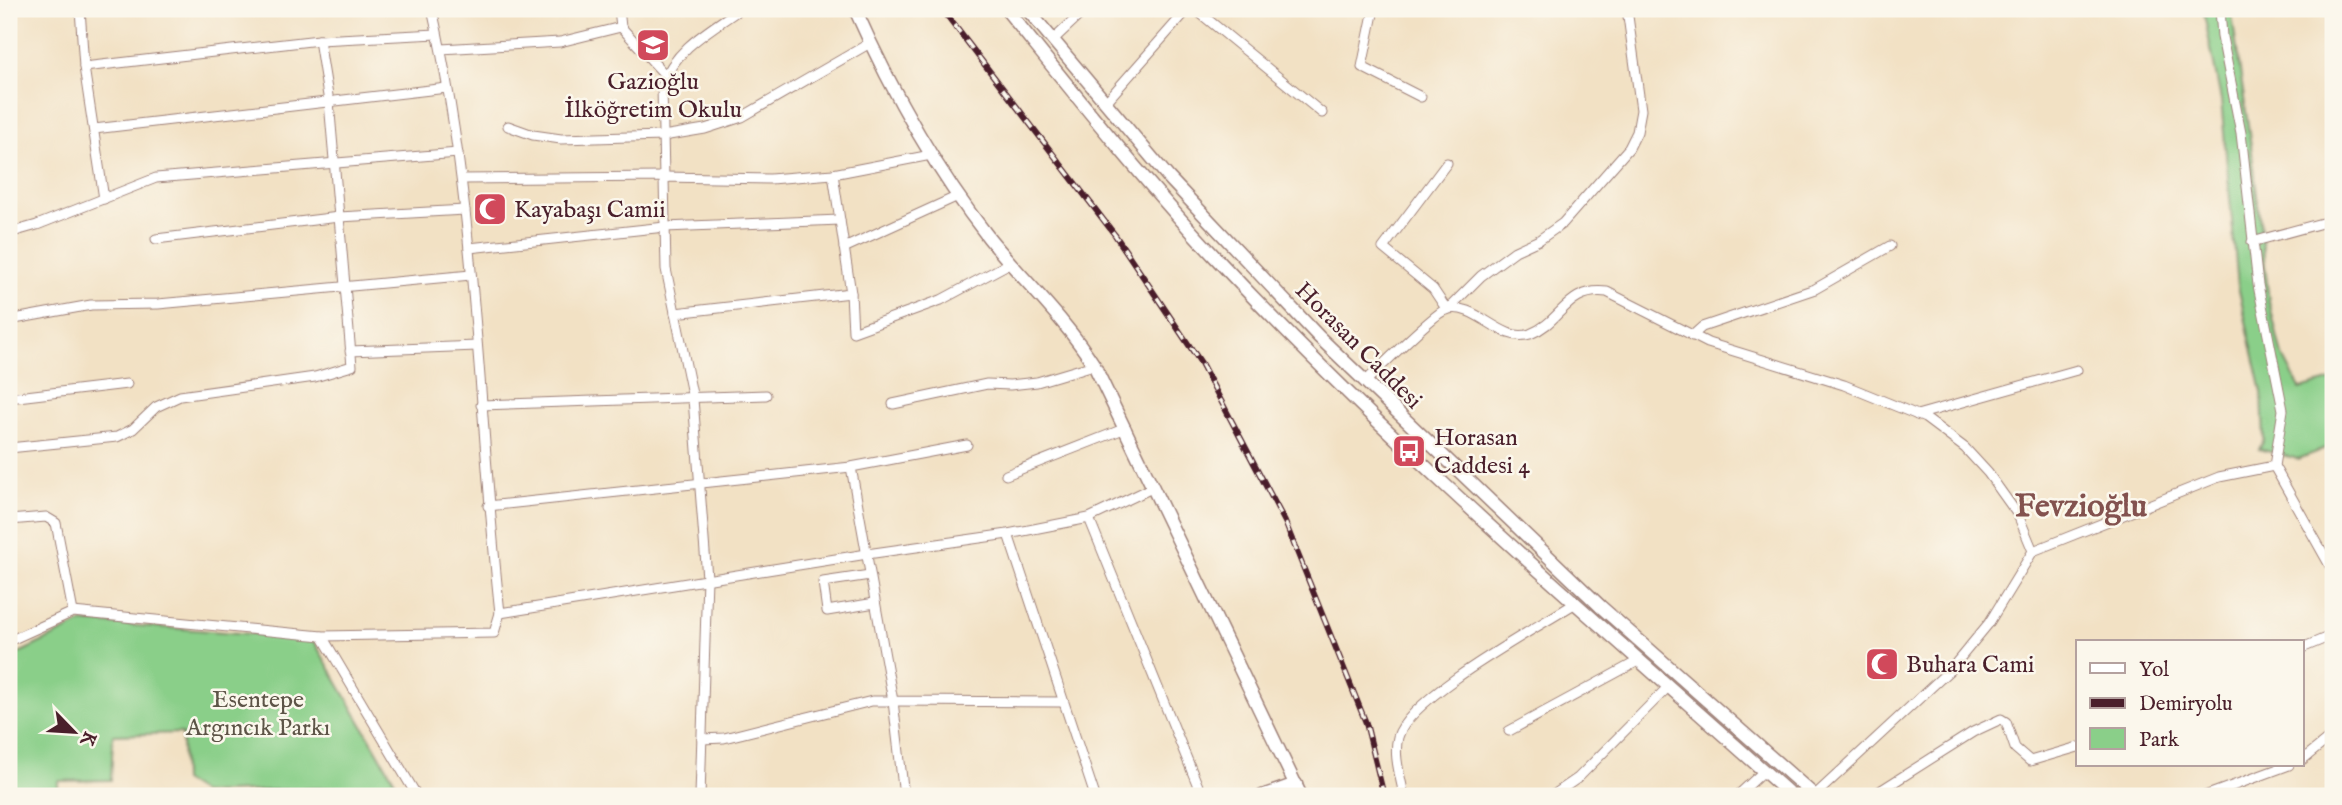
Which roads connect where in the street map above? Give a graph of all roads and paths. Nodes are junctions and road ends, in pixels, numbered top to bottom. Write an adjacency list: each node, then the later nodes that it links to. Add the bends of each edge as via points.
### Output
1 (80, 9): 20 (street)
2 (432, 9): 15 (street)
3 (619, 9): 14 (street)
4 (740, 9): 21 (street, via 684,50)
5 (855, 9): 18 (street)
6 (1006, 9): 88 (street, Horasan Caddesi, via 1140,173 1248,292 1409,451)
7 (1027, 9): 17 (street, Horasan Caddesi)
8 (1086, 9): 17 (street)
9 (1188, 9): 25 (street)
10 (1195, 9): 26 (street)
11 (1374, 9): 23 (street, via 1362,66)
12 (1627, 9): 54 (street, via 1641,110 1629,148 1563,223 1489,270)
13 (2220, 9): 46 (street, via 2241,133)
14 (621, 27): 19 (street, via 561,42); 21 (street)
15 (437, 34): 16 (street); 19 (street)
16 (319, 40): 20 (street); 24 (street)
17 (1053, 40): 25 (street, Horasan Caddesi)
18 (870, 43): 29 (street, via 743,117); 31 (street)
19 (441, 49): 22 (street)
20 (85, 67): 28 (street)
21 (666, 76): 29 (street)
22 (447, 89): 24 (street); 30 (street)
23 (1421, 97)
24 (329, 102): 28 (street); 32 (street)
25 (1105, 103): 62 (street, Horasan Caddesi, via 1244,260)
26 (1322, 113)
27 (508, 125): 29 (street, via 561,139)
28 (94, 129): 38 (street)
29 (663, 136): 35 (street)
30 (458, 153): 32 (street); 36 (street)
31 (931, 155): 34 (street); 37 (street)
32 (334, 163): 38 (street, via 156,178); 40 (street)
33 (1447, 163): 54 (street, via 1383,248 1433,289)
34 (833, 174): 35 (street, via 770,179); 41 (street)
35 (664, 177): 36 (street); 43 (street)
36 (462, 179): 39 (street)
37 (958, 196): 49 (street); 50 (street)
38 (104, 199): 44 (street)
39 (465, 210): 40 (street); 48 (street)
40 (339, 217): 45 (street); 52 (street)
41 (840, 220): 43 (street); 49 (street)
42 (2333, 220): 46 (street)
43 (665, 227): 48 (street); 55 (street, via 666,269)
44 (9, 233)
45 (156, 239)
46 (2252, 242): 73 (street, via 2283,410)
47 (1890, 246): 57 (street, via 1815,289 1702,327)
48 (468, 248): 51 (street)
49 (844, 248): 53 (street)
50 (1010, 263): 53 (street, via 941,300 853,332); 60 (street, via 1068,326)
51 (471, 275): 52 (street); 58 (street)
52 (345, 285): 56 (street, via 158,304 91,305); 59 (street)
53 (851, 293): 55 (street)
54 (1447, 310): 57 (street, via 1468,312 1511,334 1526,335 1576,296 1599,291); 62 (street)
55 (675, 313): 66 (street)
56 (9, 320)
57 (1692, 336): 69 (street, via 1844,385)
58 (478, 346): 59 (street); 68 (street)
59 (350, 351): 72 (street, via 352,366 315,377 169,400 117,437)
60 (1094, 365): 67 (street, via 1037,382 987,384); 70 (street)
61 (2077, 370): 69 (street)
62 (1365, 382): 117 (street, Horasan Caddesi, via 1600,606)
63 (127, 384): 65 (street)
64 (766, 395): 66 (street)
65 (9, 398)
66 (693, 399): 68 (street); 76 (street)
67 (893, 404)
68 (481, 405): 78 (street)
69 (1917, 415): 82 (street, via 1952,438 1988,473 2018,515)
70 (1126, 428): 75 (street); 77 (street)
71 (967, 445): 74 (street)
72 (9, 448)
73 (2274, 466): 82 (street, via 2219,477); 84 (street)
74 (851, 467): 76 (street); 83 (street)
75 (1006, 475)
76 (700, 485): 78 (street); 86 (street)
77 (1152, 488): 79 (street); 106 (street)
78 (488, 506): 90 (street)
79 (1089, 518): 81 (street); 111 (street)
80 (9, 520): 89 (street, via 46,517 56,523)
81 (1008, 534): 83 (street); 98 (street)
82 (2033, 551): 117 (street, via 1989,622 1951,669)
83 (867, 554): 85 (street); 86 (street)
84 (2333, 571)
85 (870, 575): 87 (street); 87 (street, via 823,582 827,611)
86 (708, 580): 90 (street); 101 (street)
87 (874, 603): 97 (street)
88 (1574, 604): 95 (street, Horasan Caddesi); 113 (street, via 1459,677 1407,720 1396,745)
89 (74, 612): 92 (street); 93 (street)
90 (500, 613): 92 (street, via 494,633)
91 (2333, 635): 94 (street)
92 (321, 636): 107 (street)
93 (9, 640)
94 (2304, 647)
95 (1638, 661): 96 (street, Horasan Caddesi); 99 (street)
96 (1668, 687): 105 (street, Horasan Caddesi); 114 (street, via 1578,778)
97 (893, 701): 98 (street); 101 (street, via 872,701 724,738); 109 (street)
98 (1063, 702): 110 (street)
99 (1509, 731)
100 (2333, 735): 103 (street)
101 (702, 739): 108 (street)
102 (2076, 748): 118 (street, via 2030,761 2015,748 2001,719)
103 (2304, 758)
104 (2286, 766): 119 (street)
105 (1764, 771): 115 (street); 116 (street, Horasan Caddesi)
106 (1298, 790): 112 (street)
107 (417, 796)
108 (700, 796)
109 (904, 796)
110 (1095, 796)
111 (1202, 796)
112 (1262, 796)
113 (1404, 796)
114 (1552, 796)
115 (1737, 796)
116 (1792, 796)
117 (1815, 796)
118 (1872, 796)
119 (2205, 796)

◆ ◆ ◆ ◆ ◆

• WORK TASK: The copy must match every line of the data exactly and contain no pictures.

• ANSWER TO THE PROBLEM:
Which roads connect where in the street map above? Give a graph of all roads and paths. Nodes are junctions and road ends, in pixels, numbered top to bottom. Write an adjacency list: each node, then the later nodes that it links to. Add the bends of each edge as via points.
### Output
1 (80, 9): 20 (street)
2 (432, 9): 15 (street)
3 (619, 9): 14 (street)
4 (740, 9): 21 (street, via 684,50)
5 (855, 9): 18 (street)
6 (1006, 9): 88 (street, Horasan Caddesi, via 1140,173 1248,292 1409,451)
7 (1027, 9): 17 (street, Horasan Caddesi)
8 (1086, 9): 17 (street)
9 (1188, 9): 25 (street)
10 (1195, 9): 26 (street)
11 (1374, 9): 23 (street, via 1362,66)
12 (1627, 9): 54 (street, via 1641,110 1629,148 1563,223 1489,270)
13 (2220, 9): 46 (street, via 2241,133)
14 (621, 27): 19 (street, via 561,42); 21 (street)
15 (437, 34): 16 (street); 19 (street)
16 (319, 40): 20 (street); 24 (street)
17 (1053, 40): 25 (street, Horasan Caddesi)
18 (870, 43): 29 (street, via 743,117); 31 (street)
19 (441, 49): 22 (street)
20 (85, 67): 28 (street)
21 (666, 76): 29 (street)
22 (447, 89): 24 (street); 30 (street)
23 (1421, 97)
24 (329, 102): 28 (street); 32 (street)
25 (1105, 103): 62 (street, Horasan Caddesi, via 1244,260)
26 (1322, 113)
27 (508, 125): 29 (street, via 561,139)
28 (94, 129): 38 (street)
29 (663, 136): 35 (street)
30 (458, 153): 32 (street); 36 (street)
31 (931, 155): 34 (street); 37 (street)
32 (334, 163): 38 (street, via 156,178); 40 (street)
33 (1447, 163): 54 (street, via 1383,248 1433,289)
34 (833, 174): 35 (street, via 770,179); 41 (street)
35 (664, 177): 36 (street); 43 (street)
36 (462, 179): 39 (street)
37 (958, 196): 49 (street); 50 (street)
38 (104, 199): 44 (street)
39 (465, 210): 40 (street); 48 (street)
40 (339, 217): 45 (street); 52 (street)
41 (840, 220): 43 (street); 49 (street)
42 (2333, 220): 46 (street)
43 (665, 227): 48 (street); 55 (street, via 666,269)
44 (9, 233)
45 (156, 239)
46 (2252, 242): 73 (street, via 2283,410)
47 (1890, 246): 57 (street, via 1815,289 1702,327)
48 (468, 248): 51 (street)
49 (844, 248): 53 (street)
50 (1010, 263): 53 (street, via 941,300 853,332); 60 (street, via 1068,326)
51 (471, 275): 52 (street); 58 (street)
52 (345, 285): 56 (street, via 158,304 91,305); 59 (street)
53 (851, 293): 55 (street)
54 (1447, 310): 57 (street, via 1468,312 1511,334 1526,335 1576,296 1599,291); 62 (street)
55 (675, 313): 66 (street)
56 (9, 320)
57 (1692, 336): 69 (street, via 1844,385)
58 (478, 346): 59 (street); 68 (street)
59 (350, 351): 72 (street, via 352,366 315,377 169,400 117,437)
60 (1094, 365): 67 (street, via 1037,382 987,384); 70 (street)
61 (2077, 370): 69 (street)
62 (1365, 382): 117 (street, Horasan Caddesi, via 1600,606)
63 (127, 384): 65 (street)
64 (766, 395): 66 (street)
65 (9, 398)
66 (693, 399): 68 (street); 76 (street)
67 (893, 404)
68 (481, 405): 78 (street)
69 (1917, 415): 82 (street, via 1952,438 1988,473 2018,515)
70 (1126, 428): 75 (street); 77 (street)
71 (967, 445): 74 (street)
72 (9, 448)
73 (2274, 466): 82 (street, via 2219,477); 84 (street)
74 (851, 467): 76 (street); 83 (street)
75 (1006, 475)
76 (700, 485): 78 (street); 86 (street)
77 (1152, 488): 79 (street); 106 (street)
78 (488, 506): 90 (street)
79 (1089, 518): 81 (street); 111 (street)
80 (9, 520): 89 (street, via 46,517 56,523)
81 (1008, 534): 83 (street); 98 (street)
82 (2033, 551): 117 (street, via 1989,622 1951,669)
83 (867, 554): 85 (street); 86 (street)
84 (2333, 571)
85 (870, 575): 87 (street); 87 (street, via 823,582 827,611)
86 (708, 580): 90 (street); 101 (street)
87 (874, 603): 97 (street)
88 (1574, 604): 95 (street, Horasan Caddesi); 113 (street, via 1459,677 1407,720 1396,745)
89 (74, 612): 92 (street); 93 (street)
90 (500, 613): 92 (street, via 494,633)
91 (2333, 635): 94 (street)
92 (321, 636): 107 (street)
93 (9, 640)
94 (2304, 647)
95 (1638, 661): 96 (street, Horasan Caddesi); 99 (street)
96 (1668, 687): 105 (street, Horasan Caddesi); 114 (street, via 1578,778)
97 (893, 701): 98 (street); 101 (street, via 872,701 724,738); 109 (street)
98 (1063, 702): 110 (street)
99 (1509, 731)
100 (2333, 735): 103 (street)
101 (702, 739): 108 (street)
102 (2076, 748): 118 (street, via 2030,761 2015,748 2001,719)
103 (2304, 758)
104 (2286, 766): 119 (street)
105 (1764, 771): 115 (street); 116 (street, Horasan Caddesi)
106 (1298, 790): 112 (street)
107 (417, 796)
108 (700, 796)
109 (904, 796)
110 (1095, 796)
111 (1202, 796)
112 (1262, 796)
113 (1404, 796)
114 (1552, 796)
115 (1737, 796)
116 (1792, 796)
117 (1815, 796)
118 (1872, 796)
119 (2205, 796)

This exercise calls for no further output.